1. 15 Oct, 2020 5 commits
    • Marko Mäkelä's avatar
      MDEV-23399: Performance regression with write workloads · 7cffb5f6
      Marko Mäkelä authored
      The buffer pool refactoring in MDEV-15053 and MDEV-22871 shifted
      the performance bottleneck to the page flushing.
      
      The configuration parameters will be changed as follows:
      
      innodb_lru_flush_size=32 (new: how many pages to flush on LRU eviction)
      innodb_lru_scan_depth=1536 (old: 1024)
      innodb_max_dirty_pages_pct=90 (old: 75)
      innodb_max_dirty_pages_pct_lwm=75 (old: 0)
      
      Note: The parameter innodb_lru_scan_depth will only affect LRU
      eviction of buffer pool pages when a new page is being allocated. The
      page cleaner thread will no longer evict any pages. It used to
      guarantee that some pages will remain free in the buffer pool. Now, we
      perform that eviction 'on demand' in buf_LRU_get_free_block().
      The parameter innodb_lru_scan_depth(srv_LRU_scan_depth) is used as follows:
       * When the buffer pool is being shrunk in buf_pool_t::withdraw_blocks()
       * As a buf_pool.free limit in buf_LRU_list_batch() for terminating
         the flushing that is initiated e.g., by buf_LRU_get_free_block()
      The parameter also used to serve as an initial limit for unzip_LRU
      eviction (evicting uncompressed page frames while retaining
      ROW_FORMAT=COMPRESSED pages), but now we will use a hard-coded limit
      of 100 or unlimited for invoking buf_LRU_scan_and_free_block().
      
      The status variables will be changed as follows:
      
      innodb_buffer_pool_pages_flushed: This includes also the count of
      innodb_buffer_pool_pages_LRU_flushed and should work reliably,
      updated one by one in buf_flush_page() to give more real-time
      statistics.

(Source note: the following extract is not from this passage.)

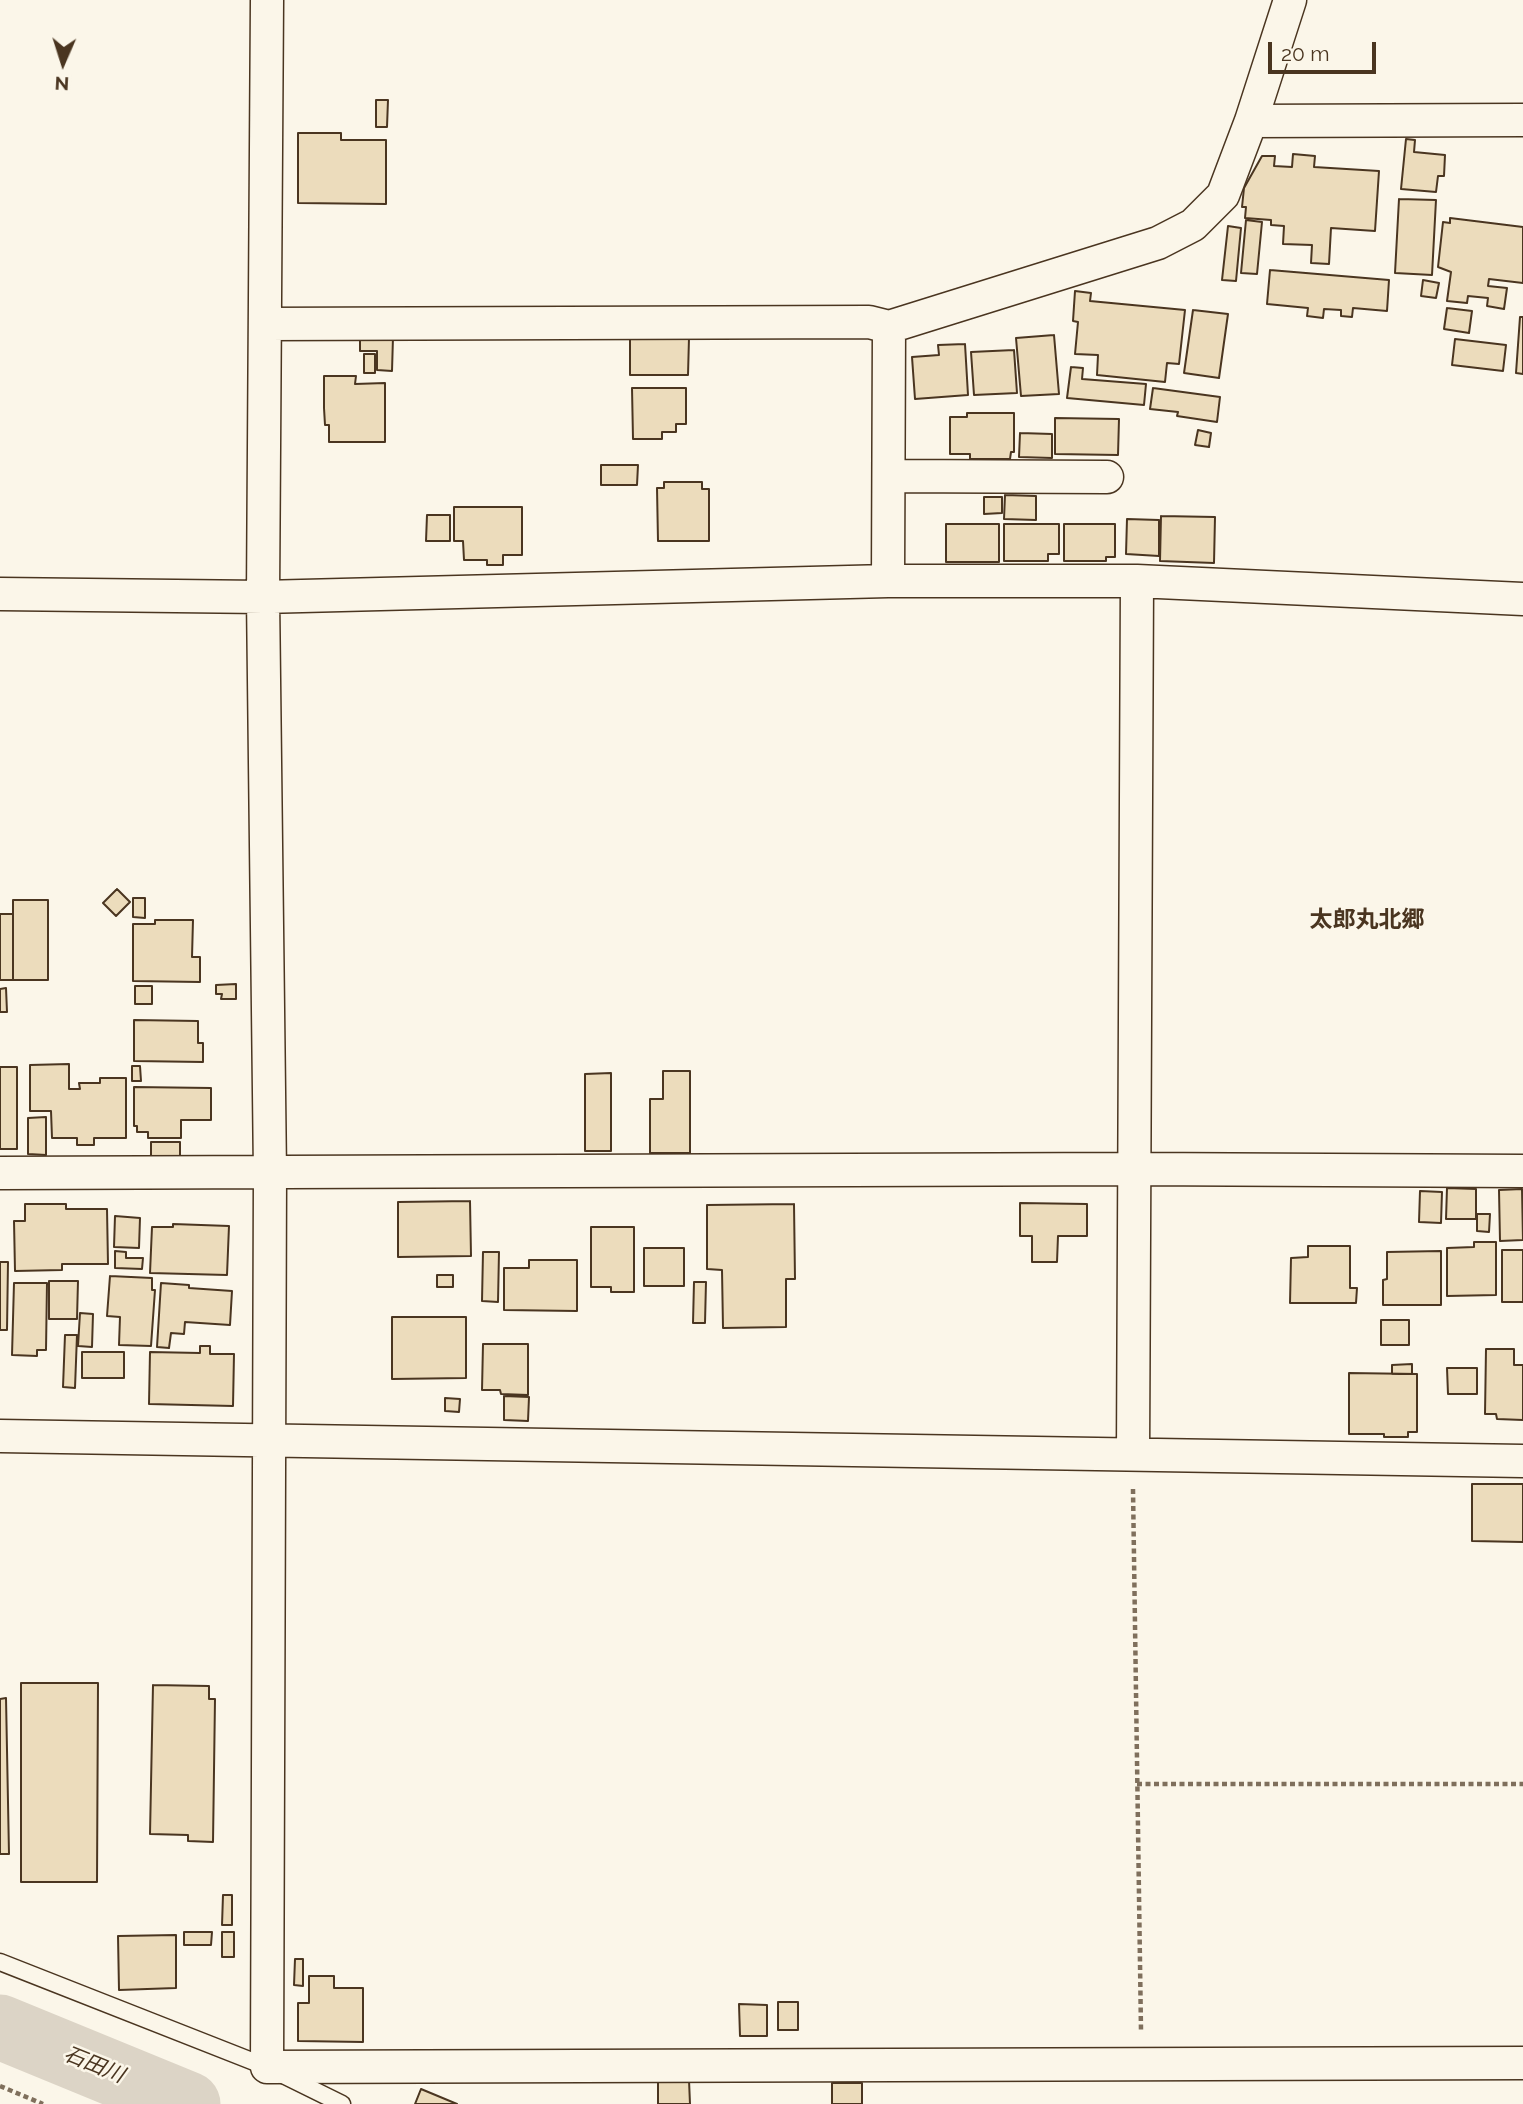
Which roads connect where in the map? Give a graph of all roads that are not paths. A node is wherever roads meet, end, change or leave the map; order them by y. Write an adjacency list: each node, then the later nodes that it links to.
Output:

The function buf_flush_stats(), which we are removing,
      was not called in every code path. For both counters, we will use
      regular variables that are incremented in a critical section of
      buf_pool.mutex. Note that show_innodb_vars() directly links to the
      variables, and reads of the counters will *not* be protected by
      buf_pool.mutex, so you cannot get a consistent snapshot of both variables.
      
      The following INFORMATION_SCHEMA.INNODB_METRICS counters will be
      removed, because the page cleaner no longer deals with writing or
      evicting least recently used pages, and because the single-page writes
      have been removed:
      * buffer_LRU_batch_flush_avg_time_slot
      * buffer_LRU_batch_flush_avg_time_thread
      * buffer_LRU_batch_flush_avg_time_est
      * buffer_LRU_batch_flush_avg_pass
      * buffer_LRU_single_flush_scanned
      * buffer_LRU_single_flush_num_scan
      * buffer_LRU_single_flush_scanned_per_call
      
      When moving to a single buffer pool instance in MDEV-15058, we missed
      some opportunity to simplify the buf_flush_page_cleaner thread. It was
      unnecessarily using a mutex and some complex data structures, even
      though we always have a single page cleaner thread.
      
      Furthermore, the buf_flush_page_cleaner thread had separate 'recovery'
      and 'shutdown' modes where it was waiting to be triggered by some
      other thread, adding unnecessary latency and potential for hangs in
      relatively rarely executed startup or shutdown code.
      
      The page cleaner was also running two kinds of batches in an
      interleaved fashion: "LRU flush" (writing out some least recently used
      pages and evicting them on write completion) and the normal batches
      that aim to increase the MIN(oldest_modification) in the buffer pool,
      to help the log checkpoint advance.
      
      The buf_pool.flush_list flushing was being blocked by
      buf_block_t::lock for no good reason. Furthermore, if the FIL_PAGE_LSN
      of a page is ahead of log_sys.get_flushed_lsn(), that is, what has
      been persistently written to the redo log, we would trigger a log
      flush and then resume the page flushing. This would unnecessarily
      limit the performance of the page cleaner thread and trigger the
      infamous messages "InnoDB: page_cleaner: 1000ms intended loop took 4450ms.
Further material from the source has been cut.